Uxorial privileges in substantive criminal law: a comparative law enquiry.
Degree GrantorUniversity of Canterbury
Degree NameDoctor of Philosophy
This thesis investigates three exemplars of uxorial substantive privileges in the criminal law: the marital coercion doctrine, the intraspousal conspiracy exemption, and the uxorial post-offence accessorial immunity. Their history, choreography and variations are comparatively investigated across the common law jurisdictions including the impact of statutory interventions. The principal argument is that the judicial and legislative treatment of these uxorial privileges has been inconsistent or erratic so that they are not the products of any systematic, modern development in the criminal law. This thesis proposes that there is no justification for their continued retention in common law legal systems. Archival, Parliamentary, and other sources have been used to identify the factors impinging upon the creation of specific statutory uxorial privileges. The diaspora of these laws throughout the other common law jurisdictions is investigated. The discussion is illustrated by examination of the particular issues raised by polygamy, customary law concubinage as well as by gender-reassignment. This thesis examines whether both gender-specific and marriage-specific criteria are valid constituents within the parameters of substantive criminal law.
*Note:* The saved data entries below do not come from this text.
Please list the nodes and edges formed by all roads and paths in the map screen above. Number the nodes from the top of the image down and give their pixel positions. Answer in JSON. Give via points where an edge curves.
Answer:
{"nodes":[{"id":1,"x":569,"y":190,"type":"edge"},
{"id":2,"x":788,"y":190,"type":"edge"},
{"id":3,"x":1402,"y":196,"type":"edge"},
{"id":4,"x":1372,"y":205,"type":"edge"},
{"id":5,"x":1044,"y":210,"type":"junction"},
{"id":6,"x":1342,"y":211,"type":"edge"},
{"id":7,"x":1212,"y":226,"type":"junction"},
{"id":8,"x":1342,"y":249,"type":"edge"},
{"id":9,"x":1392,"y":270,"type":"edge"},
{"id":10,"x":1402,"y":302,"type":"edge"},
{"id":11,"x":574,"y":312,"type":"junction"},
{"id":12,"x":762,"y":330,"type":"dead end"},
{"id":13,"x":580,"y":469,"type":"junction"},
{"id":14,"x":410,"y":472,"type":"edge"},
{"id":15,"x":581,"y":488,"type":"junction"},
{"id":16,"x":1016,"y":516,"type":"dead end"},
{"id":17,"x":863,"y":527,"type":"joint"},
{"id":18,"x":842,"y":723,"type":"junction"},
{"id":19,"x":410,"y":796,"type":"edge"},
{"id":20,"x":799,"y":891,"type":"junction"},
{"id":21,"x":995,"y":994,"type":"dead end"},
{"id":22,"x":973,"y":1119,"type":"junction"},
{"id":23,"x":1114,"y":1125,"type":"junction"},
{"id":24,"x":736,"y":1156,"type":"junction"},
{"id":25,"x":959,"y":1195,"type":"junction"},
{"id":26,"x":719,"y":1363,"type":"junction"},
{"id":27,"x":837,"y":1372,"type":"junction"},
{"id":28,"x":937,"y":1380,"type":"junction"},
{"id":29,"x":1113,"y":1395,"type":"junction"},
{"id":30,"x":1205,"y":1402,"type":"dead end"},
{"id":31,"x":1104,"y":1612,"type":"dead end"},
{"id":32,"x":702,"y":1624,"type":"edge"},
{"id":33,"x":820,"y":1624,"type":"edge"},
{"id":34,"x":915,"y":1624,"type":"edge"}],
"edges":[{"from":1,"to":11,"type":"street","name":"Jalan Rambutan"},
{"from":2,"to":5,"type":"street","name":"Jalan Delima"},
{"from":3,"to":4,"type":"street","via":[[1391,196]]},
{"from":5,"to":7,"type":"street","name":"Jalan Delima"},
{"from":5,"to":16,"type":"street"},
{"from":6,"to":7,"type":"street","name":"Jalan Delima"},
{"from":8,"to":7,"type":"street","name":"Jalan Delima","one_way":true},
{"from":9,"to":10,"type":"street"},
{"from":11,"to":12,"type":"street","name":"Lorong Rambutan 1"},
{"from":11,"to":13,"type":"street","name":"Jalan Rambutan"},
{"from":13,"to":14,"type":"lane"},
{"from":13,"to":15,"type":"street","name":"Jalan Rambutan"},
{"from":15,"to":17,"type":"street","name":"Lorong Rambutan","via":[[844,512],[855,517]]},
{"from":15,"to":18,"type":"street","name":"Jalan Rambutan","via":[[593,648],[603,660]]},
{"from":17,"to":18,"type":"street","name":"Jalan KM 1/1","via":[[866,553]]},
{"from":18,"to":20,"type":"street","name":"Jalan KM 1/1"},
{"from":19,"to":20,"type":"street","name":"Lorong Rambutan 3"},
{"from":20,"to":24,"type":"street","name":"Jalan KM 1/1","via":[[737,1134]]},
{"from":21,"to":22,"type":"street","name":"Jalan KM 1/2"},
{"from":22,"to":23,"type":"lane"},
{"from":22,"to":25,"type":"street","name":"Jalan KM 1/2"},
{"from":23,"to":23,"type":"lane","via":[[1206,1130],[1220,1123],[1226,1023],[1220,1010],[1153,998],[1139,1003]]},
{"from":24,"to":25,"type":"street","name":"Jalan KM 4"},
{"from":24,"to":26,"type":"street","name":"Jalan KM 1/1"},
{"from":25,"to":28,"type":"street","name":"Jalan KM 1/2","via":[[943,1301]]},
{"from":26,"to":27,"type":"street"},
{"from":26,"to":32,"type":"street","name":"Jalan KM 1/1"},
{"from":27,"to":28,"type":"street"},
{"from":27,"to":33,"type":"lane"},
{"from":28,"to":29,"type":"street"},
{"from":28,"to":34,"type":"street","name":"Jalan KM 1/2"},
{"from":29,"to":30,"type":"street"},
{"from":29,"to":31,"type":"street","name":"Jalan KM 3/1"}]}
It traces the genesis of these special defences within the criminal law available exclusively to women, from the time of King Ine of the West Saxons c712, to examine the current status of such laws throughout common law jurisdictions. The investigation explores factors shaping the creation of a statutory defence of marital coercion by the British Parliament in 1925 and outlines the challenges generated by that law and its extraordinary resilience. This thesis demonstrates the failure of the criminal law to provide an overarching construct to implement emergent gender equality.